Su última bocanada de aire fue una novela escrita a mano. La respiración acelerada lo hacía sudar cada mañana porque su personaje lo aguardaba, casi lo atormentaba, para que continuara con la historia. El príncipe siciliano debía recorrer paisajes en un coche tirado por caballos, atravesar la enorme franja de tierra amarilla y sol canicular que lo separaba de su destino literario. Y cuando no era el príncipe, entonces el afán era una especie de repulsión contenida, diría vómito pero la palabra es fea aunque conserva la urgencia. Debía poner un pie en el piso, acercar las pantuflas a tientas y continuar hacia la vida vertical. Mañana, noche o tarde, el escritor no lo sabía, su tiempo estaba en otra época, trastornado por el pasado que como un cedazo juntaba los recuerdos, suyos y ajenos, y los hacía deslizarse hasta un espacio casi desdibujado en el papel.

Una vez avanzaba su jornada, el hombre miraba de a pocos su espejo, ese de cuerpo entero, vidrio ennegrecido y marco oxidado en el que hablaban sus memorias. Pero la novela no era solo su voz enredándose en la vejez de alguien, era la voz de otros, el abuelo quizá, la amante tal vez, el relato aquel que alguien le contó a un otro más. Debía seguir su frenética carrera por atrapar en instantánea lo que se presentaba patéticamente ante sus ojos.

La alucinación de la muerte, esa bella muchacha que venía a besarlo abriéndose paso por entre los familiares, fue la que le erizó los vellos de la nuca. No sabía ya si era la visión del príncipe moribundo o si era la suya propia, la que lo apuraba a continuar la línea de letras, y casi lo regañaba insistiéndole en que si se detenía iba a caerse de la silla, en la más tonta de las escenas reales que sin duda causaría risas y pesar a quienes la oyeran como el último minuto de su estadía en la tierra.

Paciencia, calma, que la historia está en tu cabeza, en la punta de tus dedos. Los fantasmas esperarán y te acompañarán como centinelas en los días y noches que dure la espera. El príncipe será un buen ancestro y cuidará tu mano para que llegues al punto final. No es un cuento de hadas, no te confundas. Es la simple perennidad de todo lo que estás experimentando, el vacío adonde no llegan los recuerdos y adonde las tumbas se las traga la tierra sin guardianes que las cuiden o vayan a ponerles flores. Nada te quedará, y lo sabes. Dejarás huesos y vísceras, y un triunfo: pedazos de tu mente que se conservarán tranquilos en viejos estantes de biblioteca que alguien se cansará de limpiar. Pero tendrás para entonces la llave que cierra tu memoria: la historia de quienes te antecedieron y te legaron, entre muchos objetos inútiles, títulos nobiliarios, un fino humor y la figura de un perro disecado.

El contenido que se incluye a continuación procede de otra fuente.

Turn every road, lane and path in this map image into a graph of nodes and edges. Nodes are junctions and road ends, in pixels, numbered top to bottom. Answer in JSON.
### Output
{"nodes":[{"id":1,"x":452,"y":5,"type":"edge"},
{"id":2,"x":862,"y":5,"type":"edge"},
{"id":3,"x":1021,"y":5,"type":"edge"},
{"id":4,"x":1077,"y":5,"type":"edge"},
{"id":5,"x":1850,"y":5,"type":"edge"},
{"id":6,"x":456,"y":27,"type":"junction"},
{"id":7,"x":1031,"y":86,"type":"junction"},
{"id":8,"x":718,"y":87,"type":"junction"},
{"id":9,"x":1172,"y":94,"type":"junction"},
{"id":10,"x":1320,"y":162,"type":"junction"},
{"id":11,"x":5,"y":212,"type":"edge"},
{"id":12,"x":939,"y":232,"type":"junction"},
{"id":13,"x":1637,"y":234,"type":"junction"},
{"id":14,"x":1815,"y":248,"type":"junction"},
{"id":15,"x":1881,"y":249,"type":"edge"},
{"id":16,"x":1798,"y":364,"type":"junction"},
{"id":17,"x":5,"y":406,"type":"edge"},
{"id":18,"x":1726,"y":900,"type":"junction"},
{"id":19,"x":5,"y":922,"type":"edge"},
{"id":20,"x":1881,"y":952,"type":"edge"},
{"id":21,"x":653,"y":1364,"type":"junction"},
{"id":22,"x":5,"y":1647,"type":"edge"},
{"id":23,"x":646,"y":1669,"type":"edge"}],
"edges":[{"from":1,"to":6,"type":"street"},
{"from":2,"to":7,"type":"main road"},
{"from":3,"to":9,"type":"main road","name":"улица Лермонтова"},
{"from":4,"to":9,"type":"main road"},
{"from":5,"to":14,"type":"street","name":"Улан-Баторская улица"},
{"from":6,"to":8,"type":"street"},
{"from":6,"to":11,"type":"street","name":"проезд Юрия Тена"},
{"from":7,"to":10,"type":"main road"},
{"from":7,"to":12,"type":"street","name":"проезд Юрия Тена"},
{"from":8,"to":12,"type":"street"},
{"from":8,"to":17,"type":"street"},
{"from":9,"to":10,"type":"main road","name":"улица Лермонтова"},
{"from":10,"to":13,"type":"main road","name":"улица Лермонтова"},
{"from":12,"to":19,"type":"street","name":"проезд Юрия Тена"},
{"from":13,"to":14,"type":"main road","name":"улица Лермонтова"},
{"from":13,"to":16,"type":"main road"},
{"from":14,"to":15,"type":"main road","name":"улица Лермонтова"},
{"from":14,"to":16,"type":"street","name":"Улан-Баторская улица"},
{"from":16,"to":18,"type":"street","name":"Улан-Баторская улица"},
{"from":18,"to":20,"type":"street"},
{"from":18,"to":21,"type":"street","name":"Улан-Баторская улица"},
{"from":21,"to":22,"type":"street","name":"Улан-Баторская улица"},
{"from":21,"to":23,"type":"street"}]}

Don Giuseppe ha acabado por fin su obra. La ha dejado reposando en el escritorio del cuarto contiguo a su aposento. Cumplió el pacto. Ahí guardó con letras temblorosas la adornada vida del príncipe Fabrizio, un nombre ficticio para su propia carne. Dejó para otros las estampas de Tancredi, Angélica y Concetta. Él las vio todo el tiempo pero nunca podrá repasarlas: quitarles o agregarles rasgos. Lo que estuvo ya quedó, pues es tarde. Una bocanada de aire es apenas la intermitencia de un segundero, o el tranquilo movimiento de un parpadeo. Lo que en su mirada abarcó un siglo es ya el fin de un suspiro. La muchacha ha terminado de abrirse paso y el beso se ha vuelto alivio.

Adiós, Fabrizio. Adiós, Giuseppe.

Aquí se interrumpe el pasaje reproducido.